Des professionnels unis dans la tourmente
« En s’attaquant à la loi Hoguet, l’Autorité de la concurrence commet une erreur fondamentale », se sont insurgés la FNAIM, le SNPI et l’Union des Syndicats de l’Immobilier dans un communiqué commun diffusé le 8 juin dernier. Il faut dire que ce rapport a suscité incompréhension et colère chez les professionnels de l’immobilier. Et pour cause : « personne ne s’attendait à un tel rapport à charge contre la profession et qui trace des pistes totalement déconnectées de la réalité du marché immobilier », observe Loïc Cantin, président de la FNAIM. « Un rapport qui passe mal à l’heure où la situation économique du secteur immobilier s’est dégradée au cours des derniers mois et que le CNR Logement n’a abouti à aucune proposition intéressante pour le bailleur privé », ajoute de son côté Danielle Dubrac, présidente de l’UNIS.
Parmi les principaux griefs émis contre l’avis de l’Autorité de la concurrence : des calculs et des comparaisons erronés. « Le rapport compare des taux d’honoraires pratiqués au sein de pays européens qui appliquent des fiscalités totalement différentes. On ne peut pas mélanger des choux et des carottes », reproche ainsi Stéphane Fritz, président du réseau Guy Hoquet. Ainsi, si les Pays-Bas affichent effectivement des taux de commission inférieures à la France, il est bon de rappeler que l’acquisition d’un bien comprend également des taxes et des coûts additionnels. Aux frais d’agence et de notaire s’ajoutent en effet une taxe de transfert, des frais de clôture, un coût d’évaluation et un coût d’expertise.
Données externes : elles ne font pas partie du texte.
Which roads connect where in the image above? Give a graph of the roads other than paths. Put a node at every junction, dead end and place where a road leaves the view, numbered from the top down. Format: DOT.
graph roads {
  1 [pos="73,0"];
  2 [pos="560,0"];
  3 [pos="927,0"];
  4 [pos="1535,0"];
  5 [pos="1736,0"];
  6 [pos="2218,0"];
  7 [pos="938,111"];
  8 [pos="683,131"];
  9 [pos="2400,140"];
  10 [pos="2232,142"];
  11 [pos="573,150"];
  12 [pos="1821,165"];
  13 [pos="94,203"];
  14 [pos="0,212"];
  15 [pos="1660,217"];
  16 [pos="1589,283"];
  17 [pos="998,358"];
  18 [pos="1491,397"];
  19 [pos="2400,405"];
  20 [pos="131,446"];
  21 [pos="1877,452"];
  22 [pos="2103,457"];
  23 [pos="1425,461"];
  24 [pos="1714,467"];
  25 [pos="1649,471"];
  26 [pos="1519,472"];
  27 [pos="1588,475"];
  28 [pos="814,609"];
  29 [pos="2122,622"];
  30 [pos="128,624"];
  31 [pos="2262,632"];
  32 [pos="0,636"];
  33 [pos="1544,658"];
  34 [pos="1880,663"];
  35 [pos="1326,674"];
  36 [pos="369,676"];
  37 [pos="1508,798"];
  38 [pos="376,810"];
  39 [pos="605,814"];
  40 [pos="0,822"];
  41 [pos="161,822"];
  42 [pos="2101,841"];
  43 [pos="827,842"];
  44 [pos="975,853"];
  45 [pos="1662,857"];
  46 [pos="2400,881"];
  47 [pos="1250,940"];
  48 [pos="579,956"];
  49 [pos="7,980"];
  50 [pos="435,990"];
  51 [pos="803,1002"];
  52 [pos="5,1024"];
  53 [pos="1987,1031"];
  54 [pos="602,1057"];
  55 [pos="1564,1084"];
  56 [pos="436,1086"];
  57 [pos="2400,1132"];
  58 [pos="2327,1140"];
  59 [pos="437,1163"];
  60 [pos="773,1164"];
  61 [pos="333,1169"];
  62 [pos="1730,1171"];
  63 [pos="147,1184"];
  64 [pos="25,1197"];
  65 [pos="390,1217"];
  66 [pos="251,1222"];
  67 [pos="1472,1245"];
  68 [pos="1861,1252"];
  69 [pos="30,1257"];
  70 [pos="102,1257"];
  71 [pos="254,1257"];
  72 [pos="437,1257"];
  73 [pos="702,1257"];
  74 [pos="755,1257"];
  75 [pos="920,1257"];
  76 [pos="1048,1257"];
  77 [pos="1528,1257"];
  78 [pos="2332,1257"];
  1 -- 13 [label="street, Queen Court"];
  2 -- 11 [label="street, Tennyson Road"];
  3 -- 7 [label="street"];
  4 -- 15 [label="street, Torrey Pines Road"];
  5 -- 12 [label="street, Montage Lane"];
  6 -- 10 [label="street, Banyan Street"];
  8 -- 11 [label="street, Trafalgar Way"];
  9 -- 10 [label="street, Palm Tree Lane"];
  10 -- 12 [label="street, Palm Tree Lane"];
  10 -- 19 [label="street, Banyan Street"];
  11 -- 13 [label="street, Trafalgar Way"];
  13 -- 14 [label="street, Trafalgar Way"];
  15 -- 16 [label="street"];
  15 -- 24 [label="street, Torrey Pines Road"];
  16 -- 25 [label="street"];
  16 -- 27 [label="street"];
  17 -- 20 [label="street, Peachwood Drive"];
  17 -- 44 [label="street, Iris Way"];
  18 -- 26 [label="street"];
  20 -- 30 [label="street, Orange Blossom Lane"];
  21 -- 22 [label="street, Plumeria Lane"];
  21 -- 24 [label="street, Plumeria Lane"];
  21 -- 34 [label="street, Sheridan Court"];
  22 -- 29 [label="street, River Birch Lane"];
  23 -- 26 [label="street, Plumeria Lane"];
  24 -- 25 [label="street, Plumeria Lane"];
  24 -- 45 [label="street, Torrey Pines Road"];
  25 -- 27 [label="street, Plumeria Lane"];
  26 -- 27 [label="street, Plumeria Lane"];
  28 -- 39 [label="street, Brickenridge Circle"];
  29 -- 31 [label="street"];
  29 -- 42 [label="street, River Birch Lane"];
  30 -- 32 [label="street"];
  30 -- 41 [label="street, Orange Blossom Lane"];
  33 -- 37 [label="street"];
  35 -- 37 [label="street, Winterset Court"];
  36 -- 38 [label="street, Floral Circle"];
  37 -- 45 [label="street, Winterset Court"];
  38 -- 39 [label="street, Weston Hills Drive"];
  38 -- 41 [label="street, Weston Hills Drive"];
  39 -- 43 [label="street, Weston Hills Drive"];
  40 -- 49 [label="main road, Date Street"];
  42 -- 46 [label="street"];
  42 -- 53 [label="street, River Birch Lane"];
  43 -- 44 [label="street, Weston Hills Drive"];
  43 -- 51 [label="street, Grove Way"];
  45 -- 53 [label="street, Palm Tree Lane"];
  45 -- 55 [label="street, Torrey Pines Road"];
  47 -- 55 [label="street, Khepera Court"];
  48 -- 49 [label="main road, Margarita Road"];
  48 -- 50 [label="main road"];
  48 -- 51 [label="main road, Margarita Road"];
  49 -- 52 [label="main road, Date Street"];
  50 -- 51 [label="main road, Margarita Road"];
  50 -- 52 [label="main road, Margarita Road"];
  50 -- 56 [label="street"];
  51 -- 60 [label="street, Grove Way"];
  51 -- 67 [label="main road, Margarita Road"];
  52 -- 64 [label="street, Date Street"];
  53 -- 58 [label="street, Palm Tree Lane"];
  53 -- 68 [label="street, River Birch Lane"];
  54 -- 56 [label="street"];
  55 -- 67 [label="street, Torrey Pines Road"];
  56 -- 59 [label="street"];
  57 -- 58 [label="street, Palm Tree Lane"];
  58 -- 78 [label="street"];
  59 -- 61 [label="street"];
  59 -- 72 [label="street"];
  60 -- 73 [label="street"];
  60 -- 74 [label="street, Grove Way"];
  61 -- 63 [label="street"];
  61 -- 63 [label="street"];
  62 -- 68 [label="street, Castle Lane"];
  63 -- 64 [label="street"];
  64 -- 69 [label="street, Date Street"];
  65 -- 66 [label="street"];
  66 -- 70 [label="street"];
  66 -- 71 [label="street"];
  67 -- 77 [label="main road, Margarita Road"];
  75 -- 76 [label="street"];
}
Autre pierre d’achoppement : « L’un des objectifs visés par l’Autorité de la concurrence est de redonner du pouvoir d’achat aux ménages en réduisant les taux de commission, mais celle-ci semble oublier que notre profession est soumise à la TVA. Lorsqu’un agent immobilier reçoit 10 000 euros d’honoraires, c’est donc 20 % de la somme qui arrive dans les caisses de l’Etat », met en exergue Danielle Dubrac. En visant une économie de 3 milliards d’euros, cela représenterait ainsi une perte de 600 millions d’euros pour le budget de la France. Une somme non négligeable dans le contexte économique actuel.
Pour Stéphane Fritz, « plutôt que de s’attaquer aux taux d’honoraires des agents immobiliers, il serait plus impactant de revoir les droits de mutation pour faire gagner de l’argent aux Français ». Une position partagée par Alain Cohen-Boulakia, avocat spécialisé en droit immobilier. « La baisse des droits de mutation ou tout du moins l’absence de perception des droits de mutation sur les honoraires de l’agent immobilier lorsque ces derniers sont à la charge du vendeur me paraît aujourd’hui une piste à privilégier », observe-t-il.
Remise en cause de la loi Hoguet : quels risques ?
« La loi Hoguet, érigée au rang de fierté nationale depuis plus d’un demi-siècle, que les autres pays nous envient sans jamais avoir franchi le pas de la copier, est menacée au plus haut point », alerte Henry Buzy-Cazaux, président fondateur de l’IMSI, dans une tribune. Si nombre d’acteurs de l’immobilier reconnaissent que la loi Hoguet mérite d’être dépoussiérée, voire même d’être renforcée, les propositions de l’Autorité de la concurrence ne sont pas adaptées à la réalité du marché. En prétextant une volonté de mieux protéger les consommateurs et d’assainir le marché immobilier, ces dernières, si elles venaient à être appliquées, risqueraient au contraire d’être totalement contreproductives. « Il n’est pas possible d’appréhender le marché immobilier à la manière de celui des VTC. Le fait de tronçonner le parcours immobilier risque de mener à une uberisation de l’activité et de nuire clairement à la protection des acheteurs et des vendeurs », explique Alain Cohen-Boulakia.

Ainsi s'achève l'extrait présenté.